Tras las dolorosas experiencias de las -> cruzadas quedaron sin efecto los intentos de unión de Lyón (1274) y de Florencia (1439), concilios que resaltan claramente el primado papal. Los misioneros anglosajones (benedictinos) fundamentaron desde fines del siglo vii y durante el siglo viii la íntima vinculación de la posterior Iglesia alemana con el papado. Bonifacio unió también a la Iglesia franca (casi completamente desconectada) y los mayordomos reinantes más estrechamente con la sede de Pedro. Por él entró de nuevo el papado en la conciencia de los francos como suprema autoridad de la Iglesia. De esta manera Bonifacio preparó la alianza del papado con los francos y la unión entre pontificado e imperio, que tuvo tan graves consecuencias. La alianza con los francos se consumó bajo Esteban II (752-757), que acudió a Francia pidiendo auxilio. Pepino el Joven juró a san Pedro, a Esteban II y a sus sucesores un juramento de amistad para defensa y ayuda. Por medio de ricas donaciones los carolingios favorecieron la evolución del antiguo Patrimonium Petri hacia la formación de los -> Estados pontificios, que todavía durante siglos permanecieron en dependencia (discutida) del rey y emperador franco-alemán. Carlomagno (768-814) mandó para todo su imperio la aceptación de la liturgia y del derecho canónico romanos. Simultáneamente, papado e Iglesia recibieron fuertes influjos germánicos en todos los órdenes. A pesar de toda su devoción al príncipe de los apóstoles, Carlomagno nunca dio lugar a dudas de que era el señor temporal y espiritual de su imperio. La situación no cambió para nada cuando, en la navidad del año 800, León III lo coronó en la iglesia de San Pedro como emperador romano.

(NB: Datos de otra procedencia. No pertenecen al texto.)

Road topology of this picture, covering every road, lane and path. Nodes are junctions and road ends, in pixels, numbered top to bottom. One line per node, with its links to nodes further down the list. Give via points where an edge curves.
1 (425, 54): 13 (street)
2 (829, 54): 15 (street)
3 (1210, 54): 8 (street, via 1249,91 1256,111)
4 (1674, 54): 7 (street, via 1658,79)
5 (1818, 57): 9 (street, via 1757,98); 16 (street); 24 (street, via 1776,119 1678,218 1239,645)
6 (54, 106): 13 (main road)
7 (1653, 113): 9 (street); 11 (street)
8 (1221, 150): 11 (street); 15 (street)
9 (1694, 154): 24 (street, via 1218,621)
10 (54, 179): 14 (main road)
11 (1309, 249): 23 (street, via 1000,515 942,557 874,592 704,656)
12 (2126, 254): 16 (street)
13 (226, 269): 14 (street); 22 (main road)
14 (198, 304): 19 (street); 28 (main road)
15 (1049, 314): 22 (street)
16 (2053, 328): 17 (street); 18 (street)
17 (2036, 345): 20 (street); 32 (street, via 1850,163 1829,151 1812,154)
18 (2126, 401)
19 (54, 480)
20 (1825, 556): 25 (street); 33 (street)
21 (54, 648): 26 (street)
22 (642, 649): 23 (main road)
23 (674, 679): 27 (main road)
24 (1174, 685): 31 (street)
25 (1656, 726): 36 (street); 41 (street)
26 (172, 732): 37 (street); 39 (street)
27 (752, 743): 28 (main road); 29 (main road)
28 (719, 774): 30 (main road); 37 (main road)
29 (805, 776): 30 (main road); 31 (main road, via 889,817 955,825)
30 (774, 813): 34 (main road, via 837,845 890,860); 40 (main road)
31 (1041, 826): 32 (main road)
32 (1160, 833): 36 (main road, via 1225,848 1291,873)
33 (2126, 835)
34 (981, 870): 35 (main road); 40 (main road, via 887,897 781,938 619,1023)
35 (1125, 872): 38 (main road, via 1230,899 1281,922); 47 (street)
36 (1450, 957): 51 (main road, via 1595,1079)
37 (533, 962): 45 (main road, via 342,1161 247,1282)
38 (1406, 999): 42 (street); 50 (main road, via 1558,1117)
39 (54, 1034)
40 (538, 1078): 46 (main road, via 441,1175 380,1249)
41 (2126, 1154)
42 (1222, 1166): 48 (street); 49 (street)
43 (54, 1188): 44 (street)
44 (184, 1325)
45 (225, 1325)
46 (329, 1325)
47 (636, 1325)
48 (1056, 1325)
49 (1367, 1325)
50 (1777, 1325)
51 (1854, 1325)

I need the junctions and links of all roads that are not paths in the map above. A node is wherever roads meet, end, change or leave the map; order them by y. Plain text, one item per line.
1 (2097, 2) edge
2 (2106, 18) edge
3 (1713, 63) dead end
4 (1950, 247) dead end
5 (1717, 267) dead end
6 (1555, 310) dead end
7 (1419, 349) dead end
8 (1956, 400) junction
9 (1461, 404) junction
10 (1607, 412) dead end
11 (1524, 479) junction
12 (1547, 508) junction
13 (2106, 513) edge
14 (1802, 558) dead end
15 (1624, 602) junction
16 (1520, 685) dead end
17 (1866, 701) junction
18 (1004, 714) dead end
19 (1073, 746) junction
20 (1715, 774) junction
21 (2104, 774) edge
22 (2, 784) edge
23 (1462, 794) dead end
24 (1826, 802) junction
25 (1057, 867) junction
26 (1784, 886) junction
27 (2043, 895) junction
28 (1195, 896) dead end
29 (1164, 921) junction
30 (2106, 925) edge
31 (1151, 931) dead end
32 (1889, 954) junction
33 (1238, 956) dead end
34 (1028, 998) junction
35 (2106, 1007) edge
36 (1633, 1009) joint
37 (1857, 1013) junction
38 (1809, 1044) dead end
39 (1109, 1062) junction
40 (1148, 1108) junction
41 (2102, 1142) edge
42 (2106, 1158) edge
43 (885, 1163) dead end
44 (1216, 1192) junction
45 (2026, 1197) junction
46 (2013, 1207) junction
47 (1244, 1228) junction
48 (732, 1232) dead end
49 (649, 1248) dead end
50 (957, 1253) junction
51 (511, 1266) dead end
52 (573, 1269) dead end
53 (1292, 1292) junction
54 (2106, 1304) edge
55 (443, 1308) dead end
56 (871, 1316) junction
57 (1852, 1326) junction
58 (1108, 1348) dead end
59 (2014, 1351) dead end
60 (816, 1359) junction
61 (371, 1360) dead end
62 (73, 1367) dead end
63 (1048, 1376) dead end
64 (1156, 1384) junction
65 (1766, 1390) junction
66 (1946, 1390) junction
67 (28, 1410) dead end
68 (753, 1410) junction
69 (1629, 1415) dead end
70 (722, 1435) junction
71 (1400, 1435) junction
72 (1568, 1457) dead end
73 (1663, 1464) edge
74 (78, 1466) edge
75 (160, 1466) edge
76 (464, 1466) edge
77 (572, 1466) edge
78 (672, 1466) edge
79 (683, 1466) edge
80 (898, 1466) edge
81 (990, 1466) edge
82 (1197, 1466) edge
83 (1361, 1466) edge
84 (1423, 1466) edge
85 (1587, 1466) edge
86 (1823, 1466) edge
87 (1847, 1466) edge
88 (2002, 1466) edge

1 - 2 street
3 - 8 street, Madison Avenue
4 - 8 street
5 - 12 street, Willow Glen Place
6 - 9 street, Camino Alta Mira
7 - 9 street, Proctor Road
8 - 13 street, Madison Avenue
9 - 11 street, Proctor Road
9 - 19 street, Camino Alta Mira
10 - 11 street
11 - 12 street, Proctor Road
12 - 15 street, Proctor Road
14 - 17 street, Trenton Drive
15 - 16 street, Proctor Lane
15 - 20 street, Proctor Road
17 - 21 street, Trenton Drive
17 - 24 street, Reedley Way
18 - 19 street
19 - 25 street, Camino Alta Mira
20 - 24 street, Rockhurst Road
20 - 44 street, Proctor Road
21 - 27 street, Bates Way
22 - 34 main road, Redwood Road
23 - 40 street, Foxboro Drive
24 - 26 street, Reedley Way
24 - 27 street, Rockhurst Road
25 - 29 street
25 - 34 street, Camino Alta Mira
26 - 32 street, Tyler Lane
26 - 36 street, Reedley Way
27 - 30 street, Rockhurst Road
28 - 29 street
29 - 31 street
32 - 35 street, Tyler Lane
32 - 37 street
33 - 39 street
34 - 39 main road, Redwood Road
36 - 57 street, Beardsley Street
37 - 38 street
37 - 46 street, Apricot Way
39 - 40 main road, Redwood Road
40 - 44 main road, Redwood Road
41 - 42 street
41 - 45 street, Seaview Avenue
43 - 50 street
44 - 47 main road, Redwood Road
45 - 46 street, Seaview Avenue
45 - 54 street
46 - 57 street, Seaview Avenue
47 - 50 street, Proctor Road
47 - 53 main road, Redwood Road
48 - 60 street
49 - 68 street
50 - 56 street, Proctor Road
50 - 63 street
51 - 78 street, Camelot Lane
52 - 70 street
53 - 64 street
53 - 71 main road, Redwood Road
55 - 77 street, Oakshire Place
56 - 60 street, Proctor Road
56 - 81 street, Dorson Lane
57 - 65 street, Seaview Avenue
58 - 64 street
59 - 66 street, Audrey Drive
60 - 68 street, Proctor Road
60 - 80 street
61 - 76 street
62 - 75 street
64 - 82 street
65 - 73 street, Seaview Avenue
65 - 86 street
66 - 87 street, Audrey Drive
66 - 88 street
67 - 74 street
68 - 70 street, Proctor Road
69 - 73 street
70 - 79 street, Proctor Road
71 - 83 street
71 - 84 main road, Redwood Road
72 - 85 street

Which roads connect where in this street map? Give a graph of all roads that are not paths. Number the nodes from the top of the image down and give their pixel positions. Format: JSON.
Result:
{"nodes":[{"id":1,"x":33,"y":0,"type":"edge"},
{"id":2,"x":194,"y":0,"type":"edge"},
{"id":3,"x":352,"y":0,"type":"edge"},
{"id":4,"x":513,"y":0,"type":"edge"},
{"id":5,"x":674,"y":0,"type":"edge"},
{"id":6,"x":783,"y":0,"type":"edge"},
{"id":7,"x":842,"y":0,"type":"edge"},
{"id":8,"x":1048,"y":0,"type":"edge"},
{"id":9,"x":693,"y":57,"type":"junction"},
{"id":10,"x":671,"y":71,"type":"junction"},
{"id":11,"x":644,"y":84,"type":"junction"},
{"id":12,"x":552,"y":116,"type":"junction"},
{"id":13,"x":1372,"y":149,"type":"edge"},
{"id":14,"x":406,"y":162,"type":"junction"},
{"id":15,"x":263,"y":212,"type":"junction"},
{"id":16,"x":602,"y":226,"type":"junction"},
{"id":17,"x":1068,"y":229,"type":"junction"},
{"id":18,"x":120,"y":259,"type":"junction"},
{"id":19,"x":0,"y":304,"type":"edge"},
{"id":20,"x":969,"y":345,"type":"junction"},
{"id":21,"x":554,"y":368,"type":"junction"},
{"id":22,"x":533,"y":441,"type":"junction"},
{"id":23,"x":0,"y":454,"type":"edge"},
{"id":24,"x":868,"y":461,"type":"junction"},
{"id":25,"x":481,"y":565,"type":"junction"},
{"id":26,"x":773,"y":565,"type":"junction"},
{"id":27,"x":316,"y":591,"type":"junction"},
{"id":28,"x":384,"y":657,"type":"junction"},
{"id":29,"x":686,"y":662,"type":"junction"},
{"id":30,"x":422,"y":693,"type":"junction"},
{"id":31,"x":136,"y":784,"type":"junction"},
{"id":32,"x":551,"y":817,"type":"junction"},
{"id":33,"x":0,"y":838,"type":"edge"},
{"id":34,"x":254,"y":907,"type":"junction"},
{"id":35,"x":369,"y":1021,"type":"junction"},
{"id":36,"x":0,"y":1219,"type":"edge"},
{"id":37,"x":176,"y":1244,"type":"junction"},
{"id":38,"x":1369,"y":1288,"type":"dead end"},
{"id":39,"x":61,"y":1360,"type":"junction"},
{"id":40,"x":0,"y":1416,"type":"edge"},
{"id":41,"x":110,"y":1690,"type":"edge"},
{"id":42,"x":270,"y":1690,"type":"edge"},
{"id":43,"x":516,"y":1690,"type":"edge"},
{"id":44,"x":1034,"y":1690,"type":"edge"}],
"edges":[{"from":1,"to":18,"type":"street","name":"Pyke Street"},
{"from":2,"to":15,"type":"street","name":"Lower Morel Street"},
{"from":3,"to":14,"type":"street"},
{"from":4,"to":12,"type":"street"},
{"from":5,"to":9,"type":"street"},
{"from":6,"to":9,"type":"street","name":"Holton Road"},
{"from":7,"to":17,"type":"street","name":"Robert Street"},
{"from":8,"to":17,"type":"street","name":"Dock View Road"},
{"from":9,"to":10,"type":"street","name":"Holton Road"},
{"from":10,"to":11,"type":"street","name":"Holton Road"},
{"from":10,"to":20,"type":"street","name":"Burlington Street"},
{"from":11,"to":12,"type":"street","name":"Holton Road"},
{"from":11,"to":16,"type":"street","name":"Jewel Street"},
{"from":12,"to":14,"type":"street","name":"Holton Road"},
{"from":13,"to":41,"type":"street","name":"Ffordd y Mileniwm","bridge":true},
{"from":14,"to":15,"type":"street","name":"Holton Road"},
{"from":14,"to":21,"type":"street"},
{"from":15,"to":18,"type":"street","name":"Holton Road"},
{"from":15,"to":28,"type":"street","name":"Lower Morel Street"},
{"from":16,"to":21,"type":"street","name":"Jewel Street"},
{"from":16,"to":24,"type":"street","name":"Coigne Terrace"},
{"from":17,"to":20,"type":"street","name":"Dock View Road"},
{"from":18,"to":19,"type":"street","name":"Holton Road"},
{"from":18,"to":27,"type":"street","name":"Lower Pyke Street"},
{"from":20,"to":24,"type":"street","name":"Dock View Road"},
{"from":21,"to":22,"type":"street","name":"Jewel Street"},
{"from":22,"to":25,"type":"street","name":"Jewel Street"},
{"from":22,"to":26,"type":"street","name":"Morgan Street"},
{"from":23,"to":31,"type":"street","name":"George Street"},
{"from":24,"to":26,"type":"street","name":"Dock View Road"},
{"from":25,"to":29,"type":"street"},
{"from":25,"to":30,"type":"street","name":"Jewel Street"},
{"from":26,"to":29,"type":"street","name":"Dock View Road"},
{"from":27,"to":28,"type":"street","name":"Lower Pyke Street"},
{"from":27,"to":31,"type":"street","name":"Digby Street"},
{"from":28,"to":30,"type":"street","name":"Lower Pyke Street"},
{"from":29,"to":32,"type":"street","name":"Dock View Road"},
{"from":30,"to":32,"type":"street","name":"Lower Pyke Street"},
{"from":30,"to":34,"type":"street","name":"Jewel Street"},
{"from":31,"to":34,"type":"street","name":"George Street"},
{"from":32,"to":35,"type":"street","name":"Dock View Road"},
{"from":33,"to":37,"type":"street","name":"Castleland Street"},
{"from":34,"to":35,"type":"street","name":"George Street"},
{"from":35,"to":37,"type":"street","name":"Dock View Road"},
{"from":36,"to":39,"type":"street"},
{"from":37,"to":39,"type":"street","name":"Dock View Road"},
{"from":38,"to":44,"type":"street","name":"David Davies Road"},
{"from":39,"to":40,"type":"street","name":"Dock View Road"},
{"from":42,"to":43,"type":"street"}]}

Al decaer el poder carolingio, los papas lograron desde luego la apariencia de una mayor independencia (comienza la concesión papal de la corona imperial), pero se encontraron indefensos en el peligro de sarracenos y normandos. Ya en el pontificado del excelente Nicolás 1 (858-867), no se pasó en gran parte de la mera pretensión de poder papal. Los comienzos del siglo ix y grandes trechos del siglo x (saeculum obscurum) constituyen, juntamente con algunos pontificados del renacimiento, el período más oscuro de la h. de los p. Sin la enérgica protección imperial, la sede de Pedro hubiera sido presa de déspotas particulares y de la anarquía de la nobleza romana. La salvación vino por la intervención del rey alemán Otón I el Grande. Juan xii el 2-2-962 lo coronó emperador en San Pedro. La dignidad de emperador romano permaneció vinculada, hasta el fin del sacro romano imperio (1806), con la realeza alemana. La unión y coronación estaban reservadas al papa (ejercitadas por última vez en 1452 [en Roma] y 1530 [en Bolonia] ). En los decenios siguientes los papas por lo general sólo tenían seguridad en cuanto estaba cerca el poder imperial. El sentido de responsabilidad y la energía del sallo Enrique puso rápidamente fin al estado de necesidad de la Iglesia. Bajo su dirección, los concilios de Sutri y Roma depusieron el ano 1046 a los tres papas rivales: Benedicto IX, Silvestre III y Gregorio VI. Este paso halló entonces la casi unánime aprobación y hasta la alabanza de los amigos de la reforma.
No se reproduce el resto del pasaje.